I was considering that the basic way to solve the letter prediction problem given no constraints, would be to just have a dictionary of words, and then be able to reference that dictionary. I am attempting to store a dictionary into a hypervector and create a hyperdictionary.

The hypervectors are very similar to hashes, and so each word or subword has no relationship to the hash. So in order to store a dictionary in the hyper vector, you need to store the word and all of the substrings. 

Essentially, I am encoding an algorithm in the hypervector that does a tree search through a dictionary. I want to start typing in letters and then have the hyperdictionary list the possible next letters given the words that are stored.
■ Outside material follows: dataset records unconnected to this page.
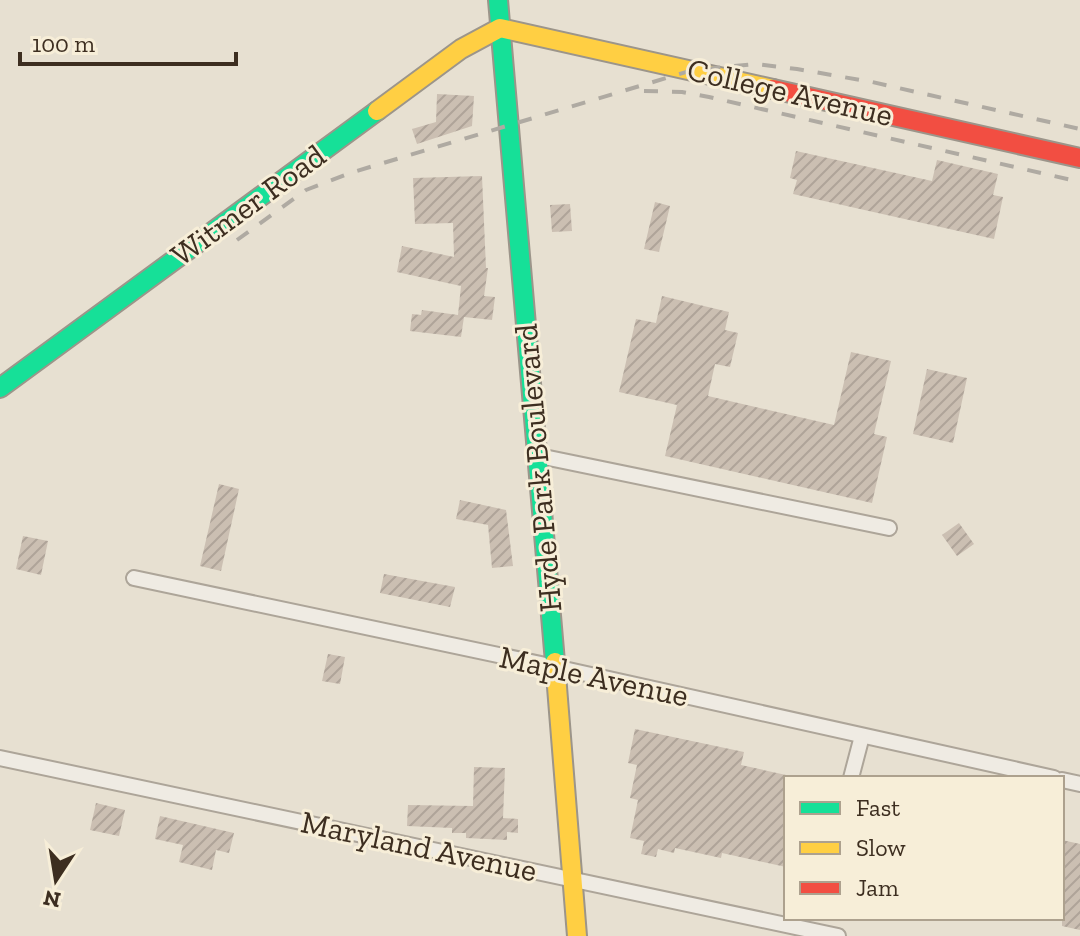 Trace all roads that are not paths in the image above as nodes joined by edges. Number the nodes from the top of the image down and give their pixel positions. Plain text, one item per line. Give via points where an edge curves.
1 (498, 0) edge
2 (500, 28) junction
3 (1080, 158) edge
4 (0, 388) edge
5 (539, 456) junction
6 (889, 528) dead end
7 (134, 578) dead end
8 (555, 667) junction
9 (862, 736) junction
10 (0, 758) edge
11 (852, 776) edge
12 (1045, 776) edge
13 (572, 878) junction
14 (784, 918) edge
15 (795, 920) edge
16 (816, 924) edge
17 (577, 936) edge
18 (838, 936) edge

1 - 2 main road, Hyde Park Boulevard
2 - 3 main road, College Avenue
2 - 4 main road, Witmer Road via 461,49
2 - 5 main road, Hyde Park Boulevard
5 - 6 street
5 - 8 main road, Hyde Park Boulevard
7 - 8 street, Maple Avenue
8 - 9 street, Maple Avenue
8 - 13 main road, Hyde Park Boulevard
9 - 11 street
9 - 12 street, Maple Avenue
10 - 13 street, Maryland Avenue
13 - 14 street, Maryland Avenue
13 - 17 main road, Hyde Park Boulevard
15 - 16 street, Maryland Avenue
16 - 18 street, Maryland Avenue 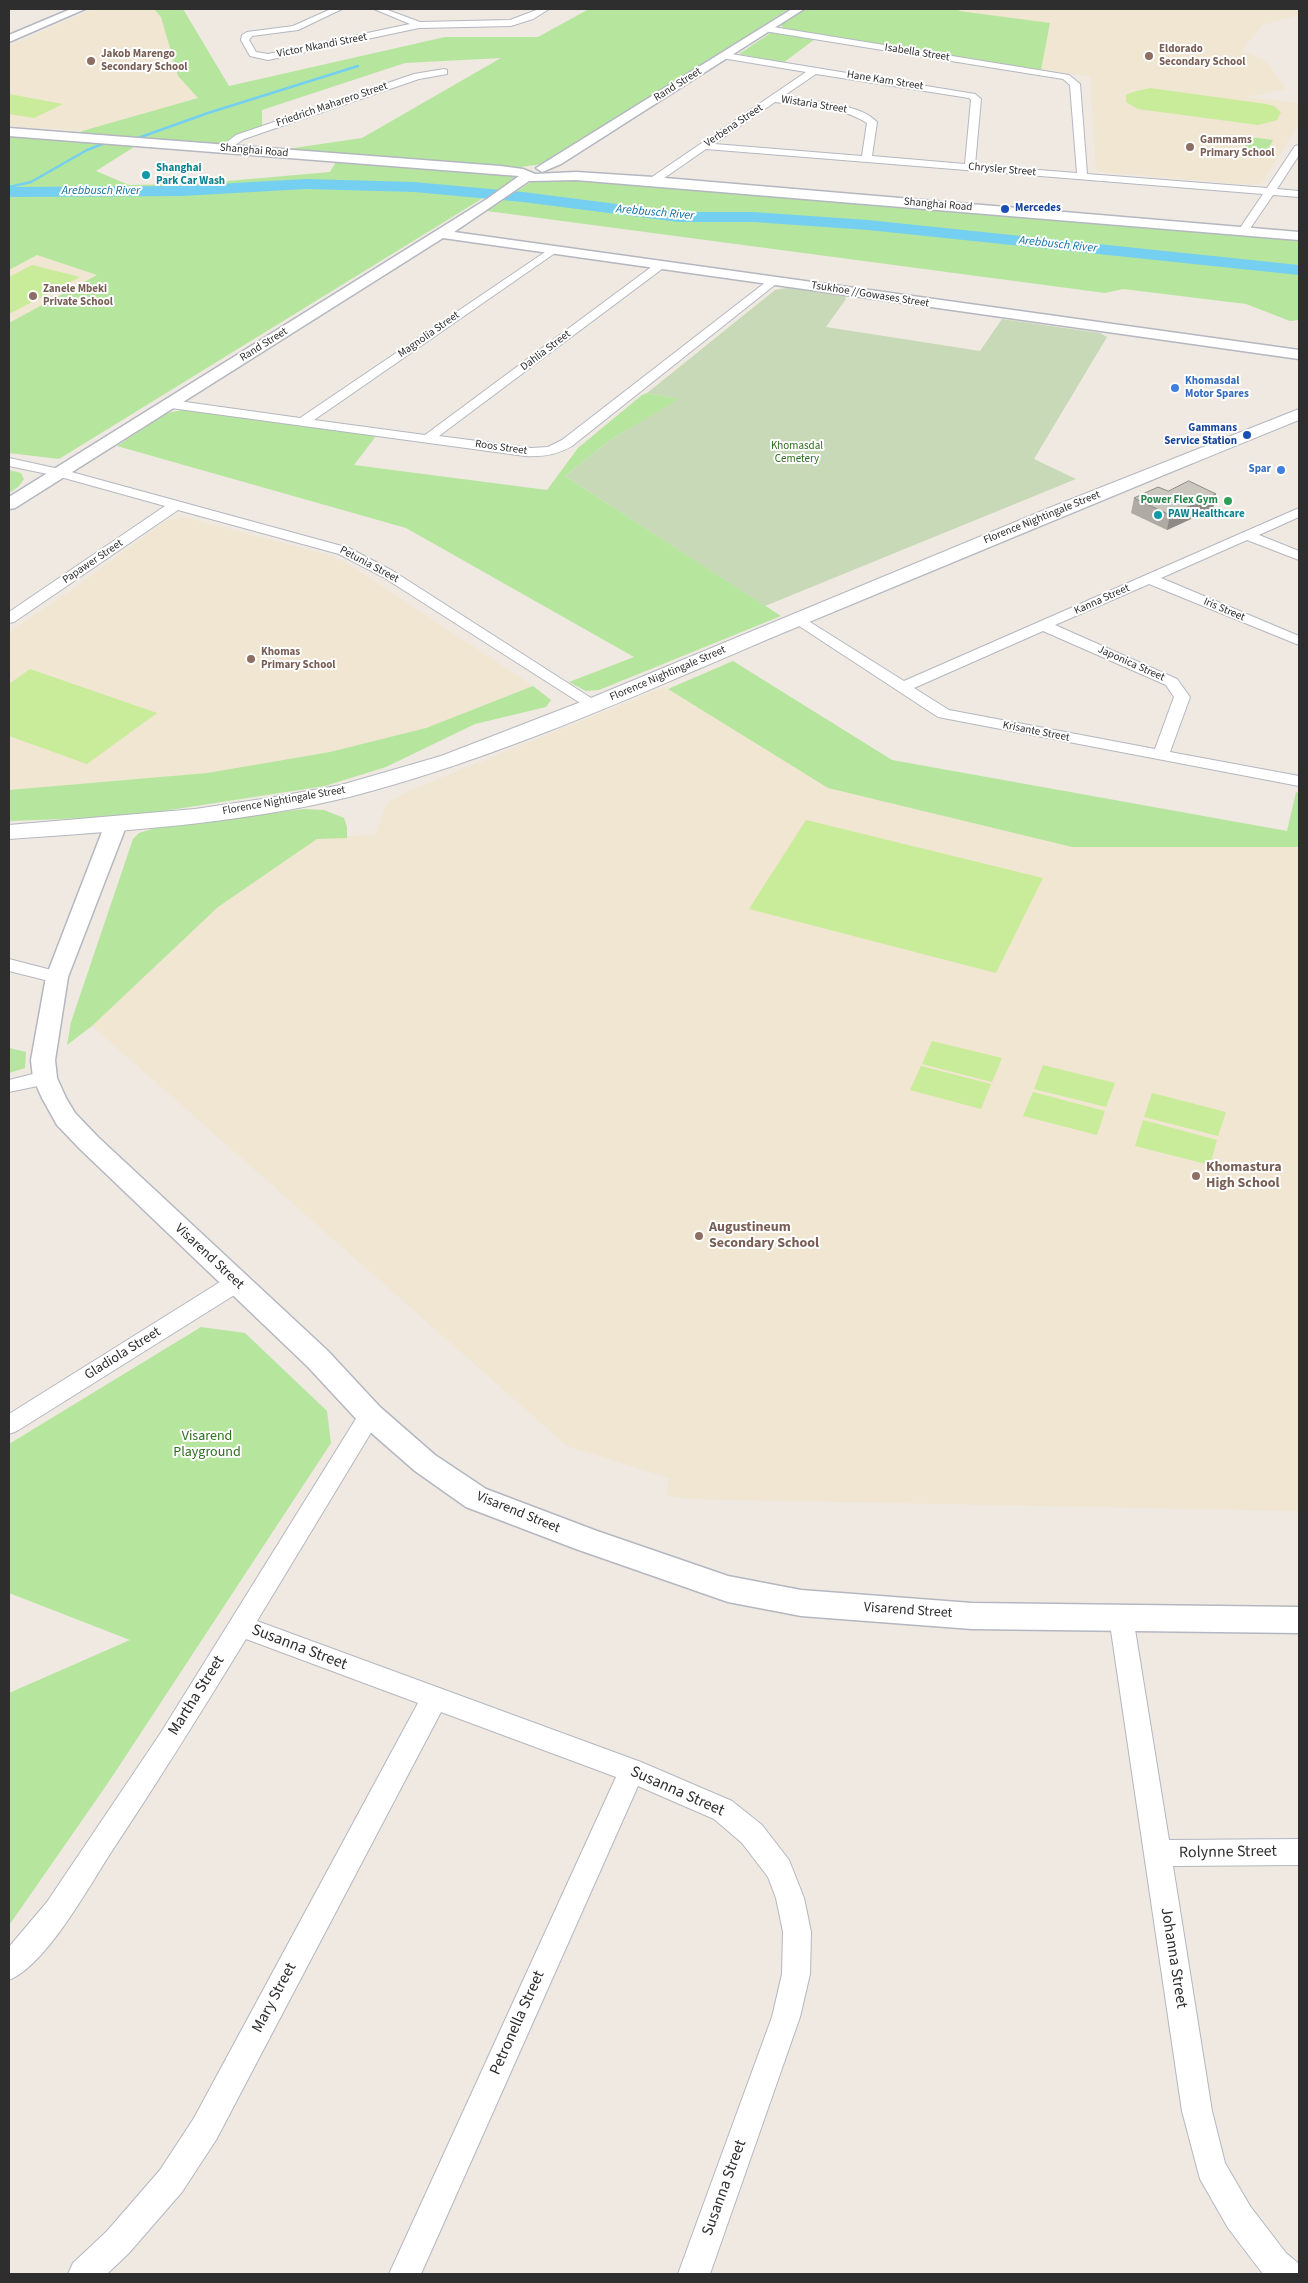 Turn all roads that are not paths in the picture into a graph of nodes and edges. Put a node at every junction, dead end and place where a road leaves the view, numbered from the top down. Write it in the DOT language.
graph roads {
  1 [pos="80,9"];
  2 [pos="338,9"];
  3 [pos="378,9"];
  4 [pos="545,9"];
  5 [pos="799,9"];
  6 [pos="490,15"];
  7 [pos="511,23"];
  8 [pos="419,25"];
  9 [pos="767,29"];
  10 [pos="9,39"];
  11 [pos="725,56"];
  12 [pos="815,70"];
  13 [pos="444,72"];
  14 [pos="774,99"];
  15 [pos="9,132"];
  16 [pos="704,146"];
  17 [pos="224,148"];
  18 [pos="1299,148"];
  19 [pos="866,160"];
  20 [pos="970,168"];
  21 [pos="536,174"];
  22 [pos="1082,177"];
  23 [pos="652,181"];
  24 [pos="1271,191"];
  25 [pos="1299,194"];
  26 [pos="1243,231"];
  27 [pos="441,234"];
  28 [pos="1299,236"];
  29 [pos="554,249"];
  30 [pos="662,264"];
  31 [pos="774,280"];
  32 [pos="1299,355"];
  33 [pos="171,404"];
  34 [pos="1299,414"];
  35 [pos="304,421"];
  36 [pos="429,438"];
  37 [pos="9,462"];
  38 [pos="59,473"];
  39 [pos="9,504"];
  40 [pos="176,505"];
  41 [pos="1299,512"];
  42 [pos="1247,535"];
  43 [pos="1299,556"];
  44 [pos="1150,579"];
  45 [pos="9,619"];
  46 [pos="797,620"];
  47 [pos="1044,626"];
  48 [pos="1299,641"];
  49 [pos="904,688"];
  50 [pos="594,705"];
  51 [pos="1160,756"];
  52 [pos="1299,781"];
  53 [pos="116,824"];
  54 [pos="9,832"];
  55 [pos="9,965"];
  56 [pos="57,977"];
  57 [pos="45,1078"];
  58 [pos="9,1086"];
  59 [pos="236,1283"];
  60 [pos="370,1415"];
  61 [pos="9,1425"];
  62 [pos="1121,1617"];
  63 [pos="1299,1620"];
  64 [pos="241,1626"];
  65 [pos="434,1699"];
  66 [pos="632,1771"];
  67 [pos="1299,1852"];
  68 [pos="1157,1853"];
  69 [pos="9,1966"];
  70 [pos="84,2274"];
  71 [pos="405,2274"];
  72 [pos="694,2274"];
  73 [pos="1288,2274"];
  1 -- 10 [label="street"];
  2 -- 8 [label="street, Victor Nkandi Street"];
  3 -- 8 [label="street"];
  4 -- 7 [label="street"];
  5 -- 9 [label="street, Rand Street"];
  6 -- 7 [label="street"];
  7 -- 8 [label="street"];
  9 -- 11 [label="street, Rand Street"];
  9 -- 22 [label="street, Isabella Street"];
  11 -- 12 [label="street, Hane Kam Street"];
  11 -- 21 [label="street, Rand Street"];
  12 -- 14 [label="street, Verbena Street"];
  12 -- 20 [label="street, Hane Kam Street"];
  13 -- 17 [label="street, Friedrich Maharero Street"];
  14 -- 16 [label="street, Verbena Street"];
  14 -- 19 [label="street, Wistaria Street"];
  15 -- 17 [label="street, Shanghai Road"];
  16 -- 19 [label="street, Chrysler Street"];
  16 -- 23 [label="street, Verbena Street"];
  17 -- 21 [label="street, Shanghai Road"];
  18 -- 24 [label="street"];
  19 -- 20 [label="street, Chrysler Street"];
  20 -- 22 [label="street, Chrysler Street"];
  21 -- 23 [label="street, Shanghai Road"];
  21 -- 27 [label="street, Rand Street"];
  22 -- 24 [label="street, Chrysler Street"];
  23 -- 26 [label="street, Shanghai Road"];
  24 -- 25 [label="street, Chrysler Street"];
  24 -- 26 [label="street"];
  26 -- 28 [label="street, Shanghai Road"];
  27 -- 29 [label="street, Tsukhoe //Gowases Street"];
  27 -- 33 [label="street, Rand Street"];
  29 -- 30 [label="street, Tsukhoe //Gowases Street"];
  29 -- 35 [label="street, Magnolia Street"];
  30 -- 31 [label="street, Tsukhoe //Gowases Street"];
  30 -- 36 [label="street, Dahlia Street"];
  31 -- 32 [label="street, Tsukhoe //Gowases Street"];
  31 -- 36 [label="street, Roos Street"];
  33 -- 35 [label="street, Roos Street"];
  33 -- 38 [label="street, Rand Street"];
  34 -- 46 [label="main road, Florence Nightingale Street"];
  35 -- 36 [label="street, Roos Street"];
  37 -- 38 [label="street, Petunia Street"];
  38 -- 39 [label="street, Rand Street"];
  38 -- 40 [label="street, Petunia Street"];
  40 -- 45 [label="street, Papawer Street"];
  40 -- 50 [label="street, Petunia Street"];
  41 -- 42 [label="street, Kanna Street"];
  42 -- 43 [label="street"];
  42 -- 44 [label="street, Kanna Street"];
  44 -- 47 [label="street, Kanna Street"];
  44 -- 48 [label="street, Iris Street"];
  46 -- 49 [label="street, Krisante Street"];
  46 -- 50 [label="main road, Florence Nightingale Street"];
  47 -- 49 [label="street, Kanna Street"];
  47 -- 51 [label="street, Japonica Street"];
  49 -- 51 [label="street, Krisante Street"];
  50 -- 53 [label="main road, Florence Nightingale Street"];
  51 -- 52 [label="street, Krisante Street"];
  53 -- 54 [label="main road, Florence Nightingale Street"];
  53 -- 56 [label="street, Visarend Street"];
  55 -- 56 [label="street"];
  56 -- 57 [label="street, Visarend Street"];
  57 -- 58 [label="street"];
  57 -- 59 [label="street, Visarend Street"];
  59 -- 60 [label="street, Visarend Street"];
  59 -- 61 [label="street, Gladiola Street"];
  60 -- 62 [label="street, Visarend Street"];
  60 -- 64 [label="street, Martha Street"];
  62 -- 63 [label="street, Visarend Street"];
  62 -- 68 [label="street, Johanna Street"];
  64 -- 65 [label="street, Susanna Street"];
  64 -- 69 [label="street, Martha Street"];
  65 -- 66 [label="street, Susanna Street"];
  65 -- 70 [label="street, Mary Street"];
  66 -- 71 [label="street, Petronella Street"];
  66 -- 72 [label="street, Susanna Street"];
  67 -- 68 [label="street, Rolynne Street"];
  68 -- 73 [label="street, Johanna Street"];
}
This means I want to store not only everyword, but the entire tree of substrings that make up the word. 


In [1]:

import random_idx
import utils
import pickle

import string
from pylab import *


%matplotlib inline


height has been deprecated.

2016-02-24 09:47


## Building the hyper dictionary

So, I have gone to the internet and just found a text file that contains a list of common english words. My goal is to put this dictionary into a hyper vector and then see if I can use a standard word-based algorithm to predict the next letter.

In [2]:
fdict = open("2of12id.txt")
word_list = []

In [3]:
for line in fdict:
    words = line.split()
    
    # take out the noun/verb/adjective
    words.pop(1)
    
    for word in words:
        if word.find('{') > 0:
            continue
            
        w = word.strip('()~-|{}!@/')
        
        if len(w) == 0:
            continue
                
        word_list.append(w)

In [4]:
print len(word_list)

100060


So, we have a dictionary of over 100,000 words now. I am going to go through each word, substring by substring, and add each of the substrings to the hypervector. This means that there will be far more than 100k elements that need to be stored in the hypervector, because I am essentially trying to store the entire tree. Since there are so many words, I am going to start using an even larger hyper-vector. There will be issues with how much information we can store in the hypervectors, and there is already some literature on this. 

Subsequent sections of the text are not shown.